Instructions for the task: Write out, word for word, only the data from its first line to the line containing "Please list the".

Extracted data entries:
==================================================

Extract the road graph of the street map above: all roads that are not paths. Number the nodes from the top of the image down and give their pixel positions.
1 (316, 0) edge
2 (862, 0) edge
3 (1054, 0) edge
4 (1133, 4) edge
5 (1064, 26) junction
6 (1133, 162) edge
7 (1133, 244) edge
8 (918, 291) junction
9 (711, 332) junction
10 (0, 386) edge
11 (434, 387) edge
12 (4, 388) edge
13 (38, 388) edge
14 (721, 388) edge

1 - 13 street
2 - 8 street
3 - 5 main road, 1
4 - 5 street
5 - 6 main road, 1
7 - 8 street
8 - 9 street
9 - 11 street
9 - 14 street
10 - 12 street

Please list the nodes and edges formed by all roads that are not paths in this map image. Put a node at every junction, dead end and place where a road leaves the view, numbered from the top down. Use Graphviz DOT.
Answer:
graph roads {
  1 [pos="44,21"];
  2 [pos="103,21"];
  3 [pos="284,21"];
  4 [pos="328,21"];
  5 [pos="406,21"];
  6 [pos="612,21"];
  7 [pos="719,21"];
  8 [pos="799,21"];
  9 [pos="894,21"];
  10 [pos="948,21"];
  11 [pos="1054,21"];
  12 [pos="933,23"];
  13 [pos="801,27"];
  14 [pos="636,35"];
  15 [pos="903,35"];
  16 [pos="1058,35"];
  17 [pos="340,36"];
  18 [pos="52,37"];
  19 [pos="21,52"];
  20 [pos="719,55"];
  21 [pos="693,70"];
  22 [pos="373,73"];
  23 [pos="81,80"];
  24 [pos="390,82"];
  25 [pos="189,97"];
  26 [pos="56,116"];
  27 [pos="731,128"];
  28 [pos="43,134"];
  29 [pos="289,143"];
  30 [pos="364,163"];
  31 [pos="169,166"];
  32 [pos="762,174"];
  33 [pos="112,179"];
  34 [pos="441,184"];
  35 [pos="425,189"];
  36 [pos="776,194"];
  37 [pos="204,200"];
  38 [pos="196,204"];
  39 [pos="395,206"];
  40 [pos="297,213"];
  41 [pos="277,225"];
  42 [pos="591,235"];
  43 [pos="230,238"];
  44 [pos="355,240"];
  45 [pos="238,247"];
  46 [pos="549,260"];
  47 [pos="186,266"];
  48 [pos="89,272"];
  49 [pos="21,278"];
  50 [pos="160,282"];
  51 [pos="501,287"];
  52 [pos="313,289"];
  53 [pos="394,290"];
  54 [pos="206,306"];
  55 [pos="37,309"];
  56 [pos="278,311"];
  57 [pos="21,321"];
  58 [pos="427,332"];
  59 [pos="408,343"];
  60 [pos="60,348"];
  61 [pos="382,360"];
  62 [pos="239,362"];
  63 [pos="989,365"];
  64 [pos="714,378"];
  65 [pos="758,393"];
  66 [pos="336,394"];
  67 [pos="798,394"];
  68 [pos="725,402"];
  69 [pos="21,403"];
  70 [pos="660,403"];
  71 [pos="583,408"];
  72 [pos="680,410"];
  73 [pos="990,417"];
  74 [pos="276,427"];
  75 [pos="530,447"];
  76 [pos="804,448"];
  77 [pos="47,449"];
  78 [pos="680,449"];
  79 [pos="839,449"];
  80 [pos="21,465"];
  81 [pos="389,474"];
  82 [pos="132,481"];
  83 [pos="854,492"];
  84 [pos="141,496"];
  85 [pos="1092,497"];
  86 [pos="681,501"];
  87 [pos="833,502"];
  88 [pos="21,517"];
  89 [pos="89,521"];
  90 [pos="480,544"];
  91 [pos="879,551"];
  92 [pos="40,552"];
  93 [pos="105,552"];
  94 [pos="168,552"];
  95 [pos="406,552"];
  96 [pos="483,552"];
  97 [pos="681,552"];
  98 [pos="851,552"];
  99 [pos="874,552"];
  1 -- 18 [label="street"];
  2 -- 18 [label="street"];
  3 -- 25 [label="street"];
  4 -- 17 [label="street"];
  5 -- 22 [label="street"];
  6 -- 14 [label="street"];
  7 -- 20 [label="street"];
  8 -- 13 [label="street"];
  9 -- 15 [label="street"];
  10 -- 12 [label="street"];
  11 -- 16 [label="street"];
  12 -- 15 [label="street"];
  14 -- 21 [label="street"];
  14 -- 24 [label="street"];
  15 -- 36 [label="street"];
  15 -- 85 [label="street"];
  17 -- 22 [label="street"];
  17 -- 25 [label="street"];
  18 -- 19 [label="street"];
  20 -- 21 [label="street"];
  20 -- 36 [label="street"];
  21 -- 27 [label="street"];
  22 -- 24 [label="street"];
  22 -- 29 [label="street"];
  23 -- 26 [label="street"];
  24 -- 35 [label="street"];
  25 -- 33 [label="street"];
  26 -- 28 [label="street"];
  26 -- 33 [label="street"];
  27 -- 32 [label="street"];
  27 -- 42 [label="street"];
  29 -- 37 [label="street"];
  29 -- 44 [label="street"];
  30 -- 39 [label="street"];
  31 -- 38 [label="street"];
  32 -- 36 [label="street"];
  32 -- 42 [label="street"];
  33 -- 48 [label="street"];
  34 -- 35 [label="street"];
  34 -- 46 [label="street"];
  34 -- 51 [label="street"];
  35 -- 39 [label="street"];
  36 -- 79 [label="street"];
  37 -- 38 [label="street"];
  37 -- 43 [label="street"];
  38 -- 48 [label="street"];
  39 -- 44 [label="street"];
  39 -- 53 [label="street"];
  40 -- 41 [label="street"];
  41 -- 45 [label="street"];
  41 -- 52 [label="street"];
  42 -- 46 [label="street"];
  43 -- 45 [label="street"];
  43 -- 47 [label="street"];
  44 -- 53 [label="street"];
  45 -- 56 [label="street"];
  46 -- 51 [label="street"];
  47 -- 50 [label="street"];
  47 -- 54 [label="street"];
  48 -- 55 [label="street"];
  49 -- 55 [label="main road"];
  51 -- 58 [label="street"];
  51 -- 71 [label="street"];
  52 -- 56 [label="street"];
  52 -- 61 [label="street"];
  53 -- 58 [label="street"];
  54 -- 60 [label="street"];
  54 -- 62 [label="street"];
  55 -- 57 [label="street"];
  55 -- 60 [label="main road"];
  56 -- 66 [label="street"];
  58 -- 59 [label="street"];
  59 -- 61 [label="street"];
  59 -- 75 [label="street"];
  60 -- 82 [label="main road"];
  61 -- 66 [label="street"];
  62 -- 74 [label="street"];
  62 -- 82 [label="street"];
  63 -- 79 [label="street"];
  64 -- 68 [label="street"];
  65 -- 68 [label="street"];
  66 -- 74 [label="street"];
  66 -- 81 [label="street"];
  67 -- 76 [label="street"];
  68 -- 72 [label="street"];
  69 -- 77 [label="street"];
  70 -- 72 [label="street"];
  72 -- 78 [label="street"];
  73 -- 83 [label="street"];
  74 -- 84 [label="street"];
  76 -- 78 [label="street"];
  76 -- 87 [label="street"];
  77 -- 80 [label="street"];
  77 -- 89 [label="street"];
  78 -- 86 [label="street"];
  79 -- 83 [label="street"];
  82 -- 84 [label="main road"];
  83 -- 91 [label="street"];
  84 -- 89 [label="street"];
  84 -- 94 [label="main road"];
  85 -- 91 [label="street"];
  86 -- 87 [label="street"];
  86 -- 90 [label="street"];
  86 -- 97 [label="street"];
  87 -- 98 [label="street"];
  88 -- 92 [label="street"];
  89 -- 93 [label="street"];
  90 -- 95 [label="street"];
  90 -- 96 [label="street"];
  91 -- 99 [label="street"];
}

==================================================

Written solution:
Extract the road graph of the street map above: all roads that are not paths. Number the nodes from the top of the image down and give their pixel positions.
1 (316, 0) edge
2 (862, 0) edge
3 (1054, 0) edge
4 (1133, 4) edge
5 (1064, 26) junction
6 (1133, 162) edge
7 (1133, 244) edge
8 (918, 291) junction
9 (711, 332) junction
10 (0, 386) edge
11 (434, 387) edge
12 (4, 388) edge
13 (38, 388) edge
14 (721, 388) edge

1 - 13 street
2 - 8 street
3 - 5 main road, 1
4 - 5 street
5 - 6 main road, 1
7 - 8 street
8 - 9 street
9 - 11 street
9 - 14 street
10 - 12 street

Please list the nodes and edges formed by all roads that are not paths in this map image. Put a node at every junction, dead end and place where a road leaves the view, numbered from the top down. Use Graphviz DOT.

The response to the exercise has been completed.